Baskın Orhan ve Kaboğlu'na dava
Abone olAnkara Cumhuriyet Başsavcılığı eski İHDK Başkanı Prof. Kaboğlu ile Prof. Dr. Baskın Oran'a dava açtı. Dava gerekçesi ise "halkı kin ve düşmanlığa tahrik" olarak belirtildi.
Ankara Cumhuriyet Başsavcılığı, eski İnsan Hakları Danışma
Kurulu (İHDK) Başkanı Prof. Dr. İbrahim Kaboğlu ve Alt Komisyon
Başkanı Prof. Dr. Baskın Oran hakkında "halkı kin ve düşmanlığa
tahrik" ile "yargı organlarını alenen aşağılama" suçlarından 5'er
yıla kadar hapis istemiyle dava açtı. İddianamede, "Azınlıklar ve
Kültürel Haklar" raporundaki azınlıklar yönünden ileri sürülen
taleplerle Türkiye'yi işgal altına sokan Sevr Antlaşması'nın
azınlık hükümlerinin büyük benzerlikler gösterdiği belirtildi.

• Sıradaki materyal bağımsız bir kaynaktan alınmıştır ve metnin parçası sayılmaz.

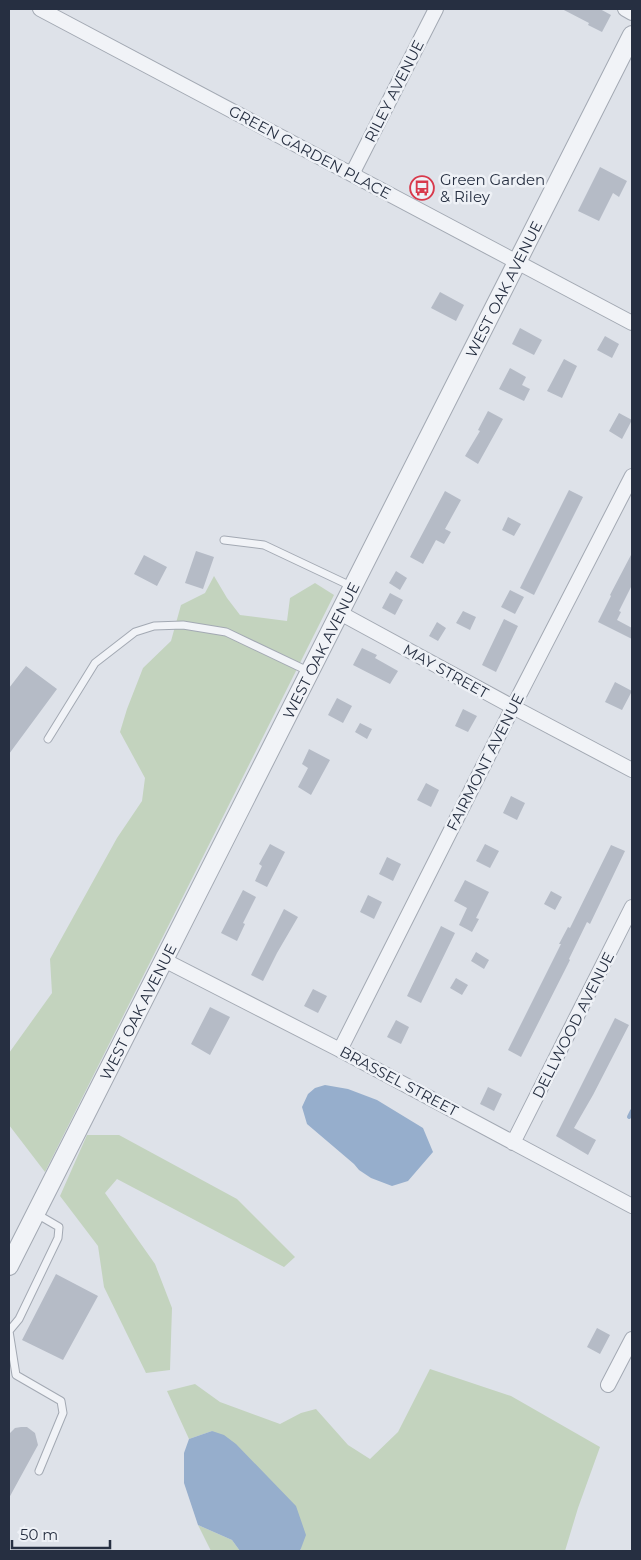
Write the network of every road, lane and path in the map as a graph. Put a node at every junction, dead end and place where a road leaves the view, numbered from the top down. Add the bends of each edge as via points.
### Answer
1 (40, 9) edge
2 (436, 9) edge
3 (625, 9) edge
4 (632, 13) edge
5 (632, 35) edge
6 (352, 174) junction
7 (518, 262) junction
8 (632, 323) edge
9 (632, 476) edge
10 (224, 540) dead end
11 (353, 587) junction
12 (340, 613) junction
13 (310, 672) junction
14 (513, 708) junction
15 (48, 739) dead end
16 (632, 770) edge
17 (632, 906) edge
18 (164, 960) junction
19 (340, 1050) junction
20 (513, 1143) junction
21 (632, 1206) edge
22 (35, 1213) junction
23 (9, 1266) edge
24 (9, 1331) edge
25 (632, 1339) edge
26 (608, 1385) dead end
27 (39, 1471) dead end

1 - 6 street, GREEN GARDEN PLACE
2 - 6 street, RILEY AVENUE
3 - 4 street
5 - 7 street, WEST OAK AVENUE
6 - 7 street, GREEN GARDEN PLACE
7 - 8 street, GREEN GARDEN PLACE
7 - 11 street, WEST OAK AVENUE
9 - 14 street, FAIRMONT AVENUE
10 - 11 lane via 264,545
11 - 12 street, WEST OAK AVENUE
12 - 13 street, WEST OAK AVENUE
12 - 14 street, MAY STREET
13 - 15 lane via 226,632 183,625 154,626 135,632 96,662
13 - 18 street, WEST OAK AVENUE
14 - 16 street, MAY STREET
14 - 19 street, FAIRMONT AVENUE
17 - 20 street, DELLWOOD AVENUE
18 - 19 street, BRASSEL STREET
18 - 22 street, WEST OAK AVENUE
19 - 20 street, BRASSEL STREET
20 - 21 street, BRASSEL STREET
22 - 23 street, WEST OAK AVENUE
22 - 24 lane via 59,1227 58,1238 19,1319
24 - 27 lane via 16,1374 61,1401 63,1413
25 - 26 street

İddianamede, "Böyle bir benzerlik karşısında Sevr paranoyasına
kapılmanın, yadırganacak bir yönü olmaması gerekir" denildi.
Edinilen bilgiye göre, Ankara Cumhuriyet Savcısı Nadi Türkaslan,
konuya ilişkin soruşturmasını tamamlayarak, asliye ceza
mahkemesinde dava açtı. İddianamede, Prof. Dr. Oran'ın başkanı
olduğu Azınlık Hakları ve Kültürel Haklar Alt Komisyonu tarafından
hazırlanan "Azınlıklar ve Kültürel Haklar" raporunda "azınlığın
etnik, dilsel ve dinsel olmak üzere 3 türlü olduğu, Türkiye'nin
Lozan'da bunları kabul etmediği, tanım ve haklardaki gelişme
karşısında sıkıntılarla karşı karşıya kalındığı"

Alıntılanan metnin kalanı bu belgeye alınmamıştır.